As we continue to discuss cash flow topics in our Ballast Atheneum, we considered it relevant to discuss car payments. Among the more common things we find that tends to break a budget are the often-forgotten costs of car ownership. It’s easy to remember the monthly payments, insurance premiums, filling up the gas tank, and oil changes. However, we find that many of our clients (and ourselves as well) tend to forget about a multitude of other costs associated with owning a car.
It’s generally “smaller” things like changing air and oil filters, rotating the tires, new wiper blades, refilling fluids, and replacing light bulbs. Not gigantic expenditures by any means, but they can add up quickly. Let’s also not forget about taxes and registration in your birth month (Happy Birthday!), and replacing the tires, brake pads, and battery every couple years. Hopefully you don’t run into transmission, power steering, or suspension problems, but if you own a car long enough, eventually these kinds of issues will come up.
AAA estimates that the average cost of owning a new vehicle in 2017 is $8,469 ($705.75 each month). Pickup trucks top the estimates with an annual cost of $10,054 while small sedans are the most affordable at $6,354. Small SUVs and hybrids cost around $7,600 per year while medium SUVs and large sedans cost around $9,400. Another thing to keep in mind is that while your car may be covered by a warranty for the first few years, thereby reducing these costs, you may be in for some bigger expenses when the warranty expires.
You might keep your car forever, but chances are pretty good that one day you’ll sell it or trade it in. This brings up perhaps the most overlooked cost of car ownership: depreciation. We all know that our cars started to lose their value as soon as we drove them off the lot. While some cars keep their value better than others, cars tend to lose around 15–25% of their value each year for the first five years, meaning that your car is worth about one-third of its sticker price at the end of five years. Small sedans and small SUVs tend to have the lowest annual depreciation costs while minivans and electric vehicles are at the higher end of the spectrum.
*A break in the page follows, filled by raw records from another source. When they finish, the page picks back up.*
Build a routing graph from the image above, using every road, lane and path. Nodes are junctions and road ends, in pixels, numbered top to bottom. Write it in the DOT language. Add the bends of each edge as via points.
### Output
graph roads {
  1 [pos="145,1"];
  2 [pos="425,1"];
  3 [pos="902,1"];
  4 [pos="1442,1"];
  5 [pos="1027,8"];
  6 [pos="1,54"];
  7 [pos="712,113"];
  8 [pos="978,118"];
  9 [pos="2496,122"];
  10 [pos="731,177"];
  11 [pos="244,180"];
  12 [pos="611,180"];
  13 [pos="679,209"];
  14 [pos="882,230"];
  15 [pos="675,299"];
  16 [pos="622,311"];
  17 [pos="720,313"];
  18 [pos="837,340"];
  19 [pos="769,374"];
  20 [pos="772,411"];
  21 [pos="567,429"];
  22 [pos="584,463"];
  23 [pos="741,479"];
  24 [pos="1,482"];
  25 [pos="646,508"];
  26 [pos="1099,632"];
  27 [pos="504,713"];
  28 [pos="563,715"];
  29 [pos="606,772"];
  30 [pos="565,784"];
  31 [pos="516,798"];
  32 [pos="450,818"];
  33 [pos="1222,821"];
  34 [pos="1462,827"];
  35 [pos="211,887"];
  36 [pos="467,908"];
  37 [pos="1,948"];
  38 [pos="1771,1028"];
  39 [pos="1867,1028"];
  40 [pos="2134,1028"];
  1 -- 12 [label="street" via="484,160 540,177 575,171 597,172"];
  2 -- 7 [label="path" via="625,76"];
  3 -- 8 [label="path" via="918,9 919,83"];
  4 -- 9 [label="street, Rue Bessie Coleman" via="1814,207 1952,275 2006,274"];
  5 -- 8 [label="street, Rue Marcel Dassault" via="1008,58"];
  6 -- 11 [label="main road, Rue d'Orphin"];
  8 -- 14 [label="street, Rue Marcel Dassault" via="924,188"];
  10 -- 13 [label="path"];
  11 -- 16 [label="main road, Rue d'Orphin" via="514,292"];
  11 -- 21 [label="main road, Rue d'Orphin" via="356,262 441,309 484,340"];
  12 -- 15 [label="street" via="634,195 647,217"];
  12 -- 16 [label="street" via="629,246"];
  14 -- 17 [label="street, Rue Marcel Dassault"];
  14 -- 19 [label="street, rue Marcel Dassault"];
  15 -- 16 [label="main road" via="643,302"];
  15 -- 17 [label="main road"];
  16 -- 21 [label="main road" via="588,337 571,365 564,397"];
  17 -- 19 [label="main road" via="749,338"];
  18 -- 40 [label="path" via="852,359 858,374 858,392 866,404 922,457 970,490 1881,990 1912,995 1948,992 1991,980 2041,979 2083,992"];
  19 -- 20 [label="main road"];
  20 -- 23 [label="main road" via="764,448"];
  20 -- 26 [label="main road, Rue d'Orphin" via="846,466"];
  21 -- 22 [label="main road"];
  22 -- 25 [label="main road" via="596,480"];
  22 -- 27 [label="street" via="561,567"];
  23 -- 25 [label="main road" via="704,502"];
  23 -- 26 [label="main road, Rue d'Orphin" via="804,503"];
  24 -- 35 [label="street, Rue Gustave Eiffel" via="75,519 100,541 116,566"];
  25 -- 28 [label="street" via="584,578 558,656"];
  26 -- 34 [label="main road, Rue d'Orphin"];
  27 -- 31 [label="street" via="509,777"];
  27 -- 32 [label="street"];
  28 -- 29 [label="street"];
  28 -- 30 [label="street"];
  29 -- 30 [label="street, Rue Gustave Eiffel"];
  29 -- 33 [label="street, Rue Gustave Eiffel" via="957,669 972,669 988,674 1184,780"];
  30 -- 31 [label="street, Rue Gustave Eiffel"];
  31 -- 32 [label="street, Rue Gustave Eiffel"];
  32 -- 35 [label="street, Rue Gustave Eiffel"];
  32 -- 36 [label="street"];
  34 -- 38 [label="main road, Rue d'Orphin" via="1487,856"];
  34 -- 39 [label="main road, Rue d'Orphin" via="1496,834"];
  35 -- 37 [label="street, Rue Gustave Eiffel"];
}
Since we’re on the general topic, we may as well touch on the Buy v. Lease debate. Among the pros of leasing are that you would generally have a lower monthly payment than an auto loan, you would eliminate most of the depreciation cost since you don’t have to worry about trading or selling the car, the car is typically always covered by a warranty, and you get to switch out for a new car every couple years. Some of the cons of leasing include you can only drive a set number of miles, you must perform consistent and proper maintenance, you may be required to purchase gap insurance, if you fail to meet the terms of the lease you can expect to pay extra fees, and it is typically more difficult to get out of a lease than it is to sell a used car.
Among the pros of buying a car is that you own the car, you can put as many miles on it as you want, you can customize your car as much as you want, you can keep it for as long as you want, and you don’t have the risk of lease-end charges or other fees for breaking the terms of the lease. The cons of buying include higher monthly payments, maintenance and repair costs when the warranty expires, and you’re responsible for selling or trading it in if you want a new car (assuming you don’t keep the old one). In general, it’s cheaper to lease in the short term but cheaper to buy in the long term.
The point of all of this is not to endorse one make or model over another, to make an argument for buying or leasing, or to convince you to sell your car and start riding the bus. Rather, the point is to help keep these kinds of things in mind when creating and monitoring a budget and your cash flow. Often, we’ll see clients allocating $X amount per month on paper for car expenses, but when it comes time to pay the piper, the money isn’t there – it’s easy to do since you aren’t buying new tires every month. A good way to solve this problem would be to set up a direct deposit into a separate car expense account. When the issues arise, you’ve got the earmarked funds ready and waiting. If you’re unsure how much you should be putting aside for car expenses each month, a good starting point would be to take a look back at all of your car-related expenditures from the past year, add them up and divide by twelve.